1979 film by Howard Zieff

The Main Event is a 1979 American sports romantic comedy film starring Barbra Streisand and Ryan O'Neal, written by Gail Parent, directed by Howard Zieff, and produced by Jon Peters and Streisand.

The film received mixed-to-negative reviews from critics, but was among the top 20 highest-grossing films of the year at the box office. It was also the impetus for Streisand's first foray into disco singing the Golden Globe-nominated theme song written by Paul Jabara and Bruce Roberts.

==Plot==

Perfume magnate Hillary Kramer loses her company and is financially ruined when her accountant embezzles from her and flees to South America. Among her few remaining assets, she finds a management contract with an inactive boxer, purchased as a tax write-off. She decides to force Eddie "Kid Natural" Scanlon, who is now a driving instructor, back into the ring to recover her losses. Eddie thinks this will only get him killed, so he resists but relents. As Eddie's unconventional comeback progresses, he finds himself drawn into conflict and romance with his unlikely manager.

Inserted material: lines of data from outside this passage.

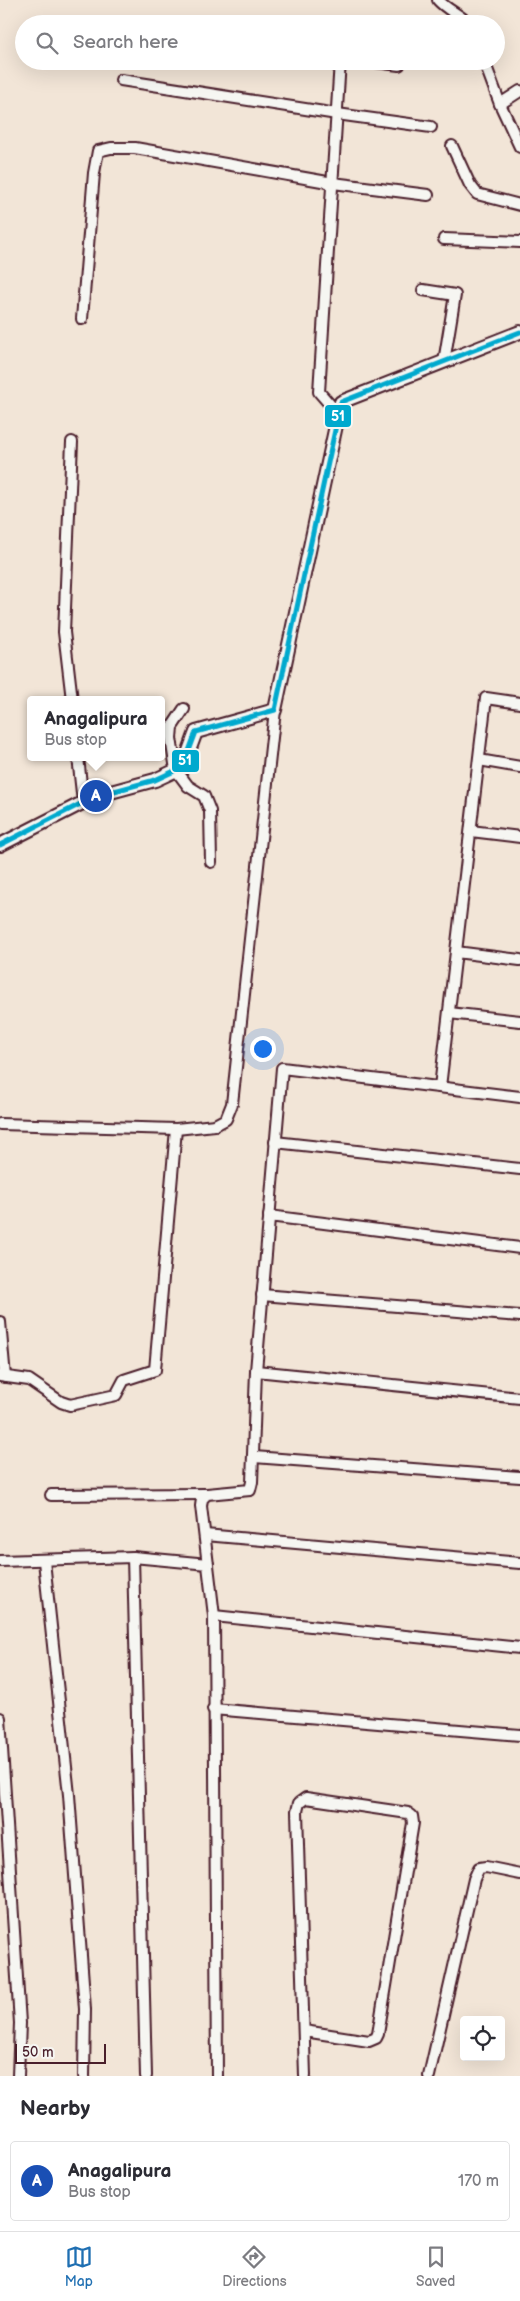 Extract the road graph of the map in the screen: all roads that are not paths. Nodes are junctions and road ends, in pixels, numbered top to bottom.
1 (438, 0) edge
2 (460, 15) edge
3 (339, 70) edge
4 (487, 70) edge
5 (122, 80) dead end
6 (520, 91) edge
7 (500, 104) junction
8 (337, 114) junction
9 (431, 127) dead end
10 (452, 146) dead end
11 (520, 147) edge
12 (332, 183) junction
13 (428, 196) dead end
14 (520, 205) edge
15 (444, 239) dead end
16 (520, 242) edge
17 (423, 290) dead end
18 (82, 319) dead end
19 (520, 332) edge
20 (444, 362) junction
21 (339, 415) junction
22 (72, 442) dead end
23 (72, 696) edge
24 (520, 703) edge
25 (184, 708) dead end
26 (275, 710) junction
27 (479, 760) junction
28 (78, 761) edge
29 (520, 767) edge
30 (176, 770) junction
31 (83, 802) junction
32 (470, 831) junction
33 (520, 836) edge
34 (0, 846) edge
35 (211, 862) dead end
36 (456, 952) junction
37 (520, 960) edge
38 (449, 1013) junction
39 (520, 1021) edge
40 (440, 1087) junction
41 (520, 1097) edge
42 (0, 1124) edge
43 (176, 1129) junction
44 (275, 1142) junction
45 (520, 1170) edge
46 (269, 1216) junction
47 (520, 1248) edge
48 (262, 1295) junction
49 (520, 1316) edge
50 (0, 1322) edge
51 (256, 1371) junction
52 (2, 1377) edge
53 (520, 1398) edge
54 (254, 1458) junction
55 (520, 1477) edge
56 (207, 1494) junction
57 (51, 1495) dead end
58 (205, 1535) junction
59 (133, 1558) junction
60 (0, 1561) edge
61 (44, 1561) junction
62 (520, 1562) edge
63 (208, 1564) junction
64 (214, 1616) junction
65 (520, 1648) edge
66 (213, 1709) junction
67 (0, 1718) edge
68 (520, 1735) edge
69 (520, 1874) edge
70 (304, 2031) junction
71 (18, 2076) edge
72 (84, 2076) edge
73 (146, 2076) edge
74 (217, 2076) edge
75 (305, 2076) edge
76 (428, 2076) edge

1 - 2 street
3 - 8 street
4 - 7 street
5 - 8 street
6 - 7 street
7 - 11 street
8 - 9 street
8 - 12 street
10 - 14 street
12 - 13 street
12 - 18 street
12 - 21 street
15 - 16 street
17 - 20 street
19 - 20 street
20 - 21 street
21 - 26 street
22 - 23 street
24 - 27 street
25 - 30 street
26 - 30 street
26 - 43 street
27 - 29 street
27 - 32 street
28 - 31 street
30 - 31 street
30 - 35 street
31 - 34 street
32 - 33 street
32 - 36 street
36 - 37 street
36 - 38 street
38 - 39 street
38 - 40 street
40 - 41 street
40 - 44 street
42 - 43 street
43 - 52 street
44 - 45 street
44 - 46 street
46 - 47 street
46 - 48 street
48 - 49 street
48 - 51 street
50 - 52 street
51 - 53 street
51 - 54 street
54 - 55 street
54 - 56 street
56 - 57 street
56 - 58 street
58 - 62 street
58 - 63 street
59 - 61 street
59 - 63 street
59 - 73 street
60 - 61 street
61 - 72 street
63 - 64 street
64 - 65 street
64 - 66 street
66 - 68 street
66 - 74 street
67 - 71 street
69 - 76 street
70 - 70 street
70 - 75 street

Hillary attempts to train the Kid herself, although she displays a total ignorance of his sport. She reads a ‘how to’ book on boxing to Kid Natural while he practices in the ring. Finding a passage referring to footwork, she says, “I think that means kick him.”

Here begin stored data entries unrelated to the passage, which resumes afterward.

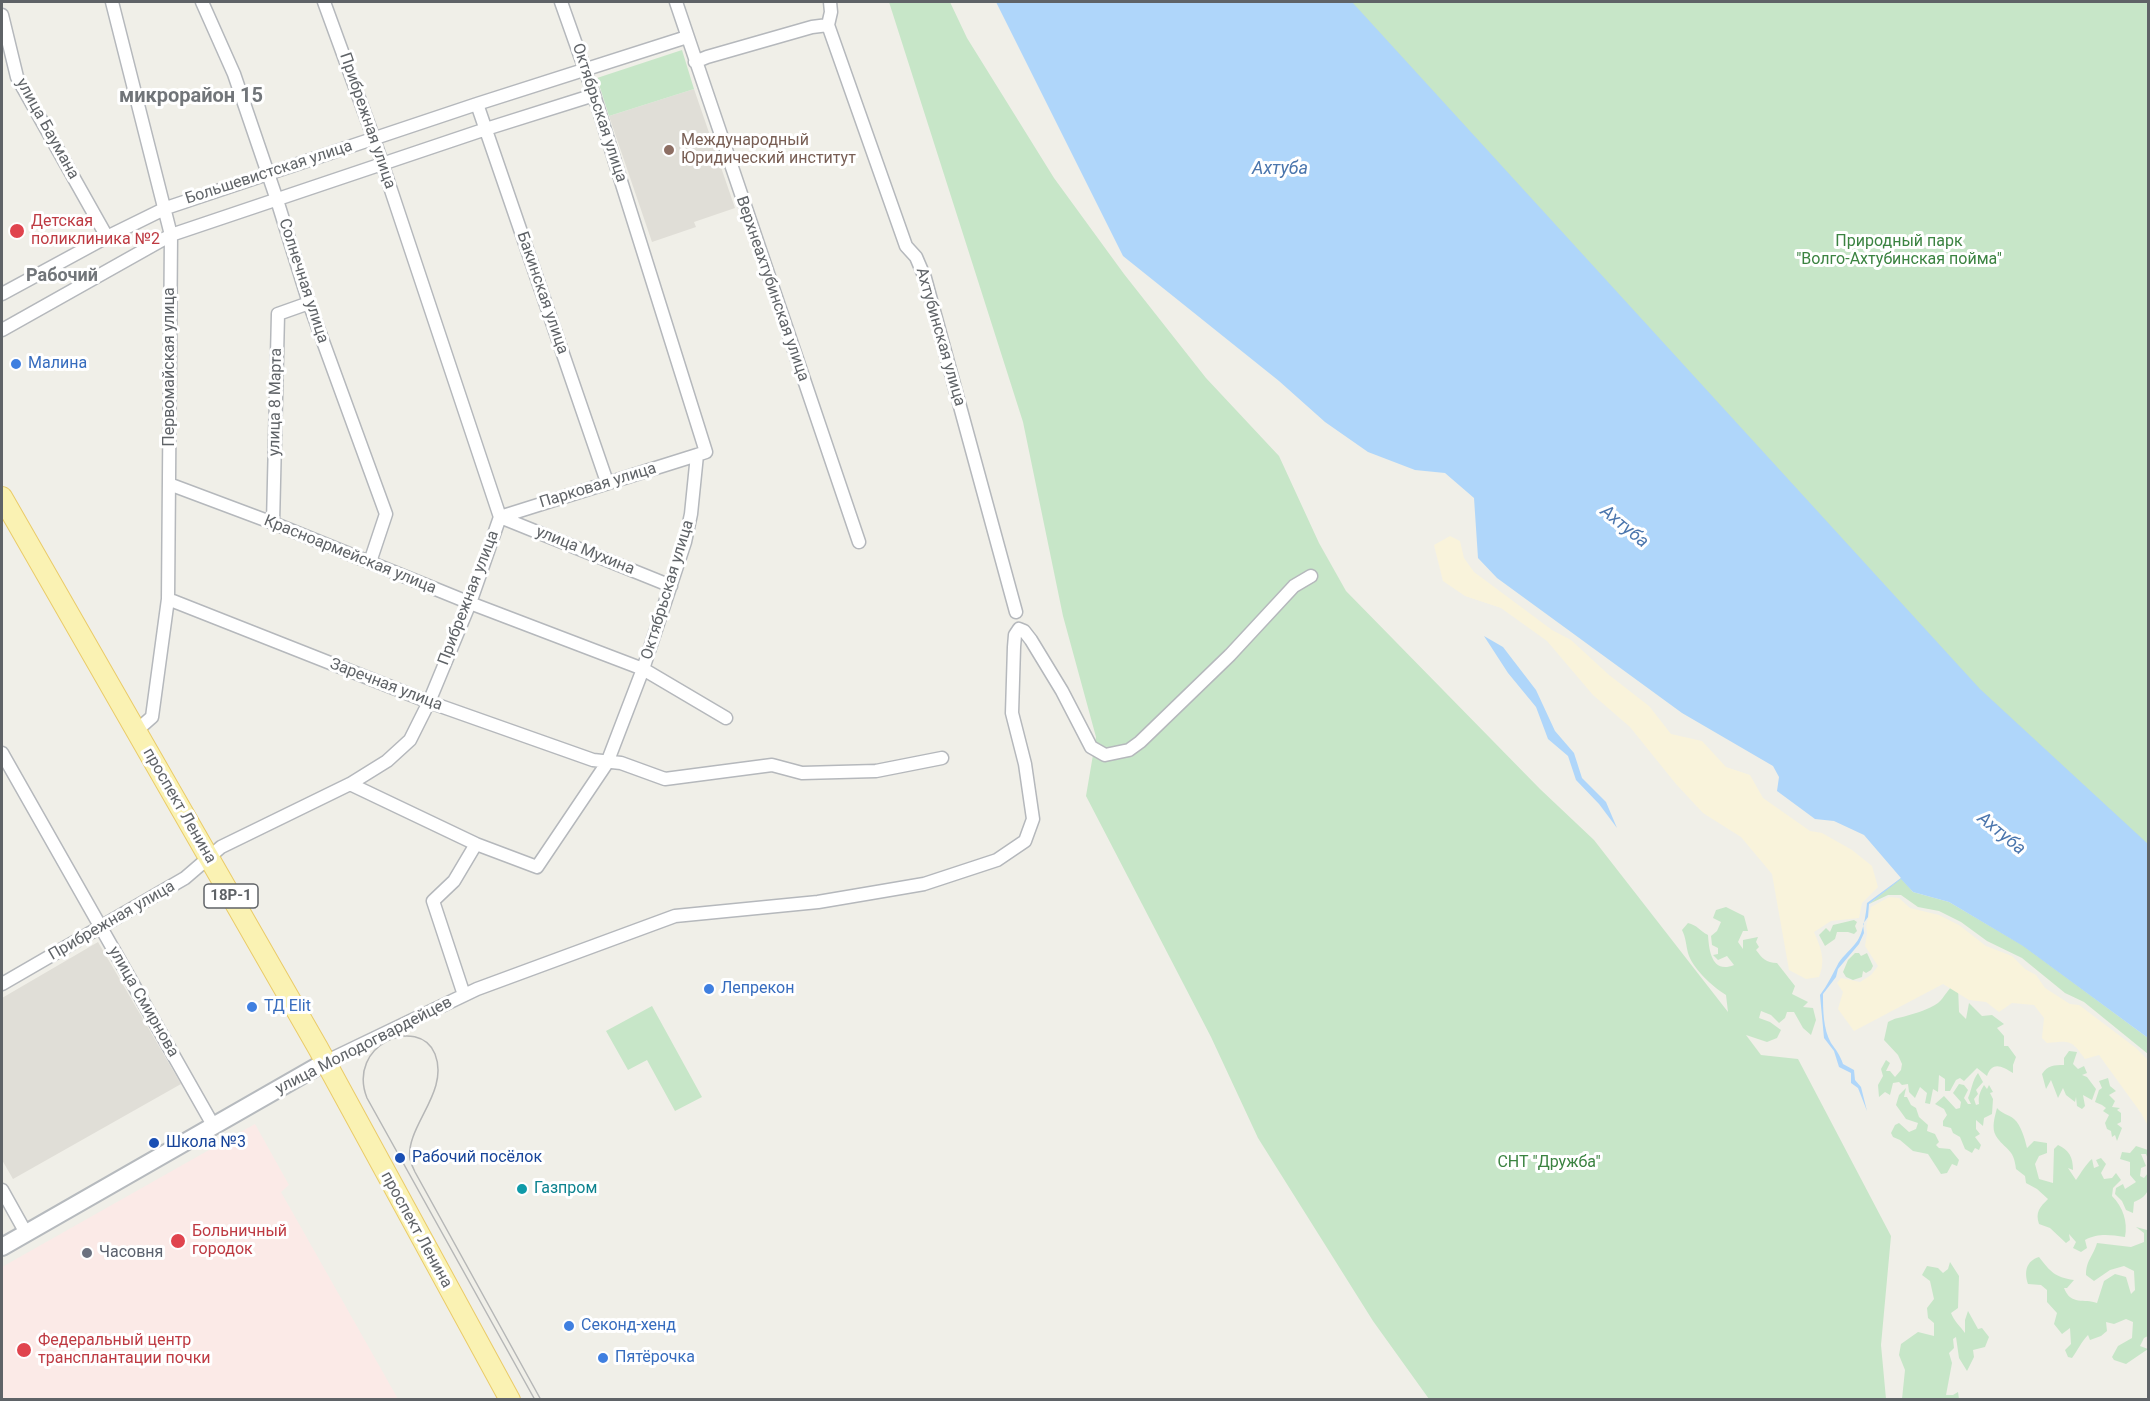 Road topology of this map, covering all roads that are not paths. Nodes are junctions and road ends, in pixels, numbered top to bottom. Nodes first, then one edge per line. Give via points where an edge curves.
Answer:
1 (112, 2) edge
2 (202, 2) edge
3 (324, 2) edge
4 (561, 2) edge
5 (676, 2) edge
6 (830, 2) edge
7 (2, 15) edge
8 (828, 25) junction
9 (687, 37) junction
10 (695, 62) junction
11 (585, 70) junction
12 (594, 95) junction
13 (477, 104) junction
14 (486, 129) junction
15 (374, 139) junction
16 (382, 165) junction
17 (268, 174) junction
18 (277, 200) junction
19 (166, 208) junction
20 (171, 235) junction
21 (107, 237) junction
22 (2, 294) edge
23 (309, 303) junction
24 (2, 330) edge
25 (697, 455) junction
26 (607, 482) junction
27 (169, 484) junction
28 (2, 496) edge
29 (500, 517) junction
30 (273, 523) junction
31 (859, 542) dead end
32 (370, 562) junction
33 (1311, 576) dead end
34 (671, 585) junction
35 (168, 599) junction
36 (470, 603) junction
37 (1016, 612) dead end
38 (643, 669) junction
39 (429, 702) junction
40 (726, 718) dead end
41 (136, 731) junction
42 (2, 753) edge
43 (942, 758) dead end
44 (607, 763) junction
45 (350, 784) junction
46 (476, 843) junction
47 (209, 858) junction
48 (101, 928) junction
49 (3, 978) edge
50 (464, 995) junction
51 (325, 1062) junction
52 (213, 1125) junction
53 (2, 1190) edge
54 (26, 1233) junction
55 (2, 1247) edge
56 (510, 1400) edge

1 - 19 street, Первомайская улица
2 - 17 street, Солнечная улица via 234,74
3 - 15 street, Прибрежная улица
4 - 11 street, Октябрьская улица
5 - 9 street, Верхнеахтубинская улица
6 - 8 street, Ахтубинская улица
7 - 21 street, улица Баумана via 17,77
8 - 10 street
8 - 37 street, Ахтубинская улица via 906,246 925,278
9 - 10 street, Верхнеахтубинская улица
9 - 11 street, Большевистская улица
10 - 31 street, Верхнеахтубинская улица
11 - 12 street, Октябрьская улица
11 - 13 street, Большевистская улица
12 - 14 street, Большевистская улица
12 - 25 street, Октябрьская улица via 706,452
13 - 14 street, Бакинская улица
13 - 15 street, Большевистская улица
14 - 16 street, Большевистская улица
14 - 26 street, Бакинская улица
15 - 16 street, Прибрежная улица
15 - 17 street, Большевистская улица
16 - 18 street, Большевистская улица
16 - 29 street, Прибрежная улица
17 - 18 street, Солнечная улица
17 - 19 street, Большевистская улица
18 - 20 street, Большевистская улица
18 - 23 street, Солнечная улица
19 - 20 street, Первомайская улица
19 - 21 street, Большевистская улица
20 - 24 street, Большевистская улица
20 - 27 street, Первомайская улица
21 - 22 street, Большевистская улица
23 - 30 street, улица 8 Марта via 278,314
23 - 32 street, Солнечная улица via 386,514
25 - 26 street, Парковая улица
25 - 34 street, Октябрьская улица via 692,514
26 - 29 street, Парковая улица
27 - 30 street, Красноармейская улица
27 - 35 street, Первомайская улица
28 - 41 main road, проспект Ленина / 18Р-1
29 - 34 street, улица Мухина
29 - 36 street, Прибрежная улица
30 - 32 street, Красноармейская улица
32 - 36 street, Красноармейская улица
33 - 50 street, улица Молодогвардейцев via 1294,586 1140,742 1129,750 1105,755 1091,747 1031,640 1019,629 1015,634 1012,713 1033,819 1024,841 997,860 924,884 818,902 675,916
34 - 38 street, Октябрьская улица
35 - 39 street, Заречная улица
35 - 41 street, Первомайская улица via 152,717
36 - 38 street, Красноармейская улица
36 - 39 street, Прибрежная улица
38 - 40 street, Красноармейская улица
38 - 44 street, Октябрьская улица
39 - 44 street, Заречная улица
39 - 45 street, Прибрежная улица via 410,740
41 - 47 main road, проспект Ленина / 18Р-1
42 - 48 street, улица Смирнова
43 - 44 street, Заречная улица via 876,771 802,773 772,765 665,779 621,763
44 - 46 street, Октябрьская улица via 537,867
45 - 46 street, Октябрьская улица
45 - 47 street, Прибрежная улица via 221,847
46 - 50 street via 454,881 433,901
47 - 48 street, Прибрежная улица via 185,878
47 - 51 main road, проспект Ленина / 18Р-1
48 - 49 street, Прибрежная улица
48 - 52 street, улица Смирнова
50 - 51 street, улица Молодогвардейцев
51 - 52 street, улица Молодогвардейцев
51 - 56 main road, проспект Ленина / 18Р-1
52 - 54 street, улица Молодогвардейцев
53 - 54 street
54 - 55 street, улица Молодогвардейцев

Hillary schemes to make a fortune by staging "the match that never was" with Hector Mantilla. Hector and Kid Natural were both disqualified years before at the Pan Am Games for misconduct before their match. Hector has since become a successful professional boxer. In the final scene, the Kid takes on Hector and is defeating him when Hillary suddenly realizes that if the Kid wins, their partnership will end and she will not see him again. Shockingly, she ends the match by throwing in the towel, runs into the ring, declares her love for the Kid and kisses him as the credits begin to roll.

==Main cast==
- Barbra Streisand as Hillary Kramer
- Ryan O'Neal as Eddie "Kid Natural" Scanlon
- Paul Sand as David
- Whitman Mayo as Percy
- Patti D'Arbanville as Donna
- Chu Chu Malave as Luis
- Richard Lawson as Hector Mantilla
- James Gregory as Gough

==Production==
Renee Missell wanted to do a film about a woman who "owned" a boxer. Missell and partner Howard Rosenman set up a deal at MGM under Daniel Melnick and hired Gail Parent and Andrew Smith to write a script. Initially the proposed stars were Nick Nolte and Susan Blakely from Rich Man, Poor Man. Melnick was replaced as head of production by Richard Shepherd who had the script rewritten by Bob Kaufman as a vehicle for Diana Ross and Burt Reynolds.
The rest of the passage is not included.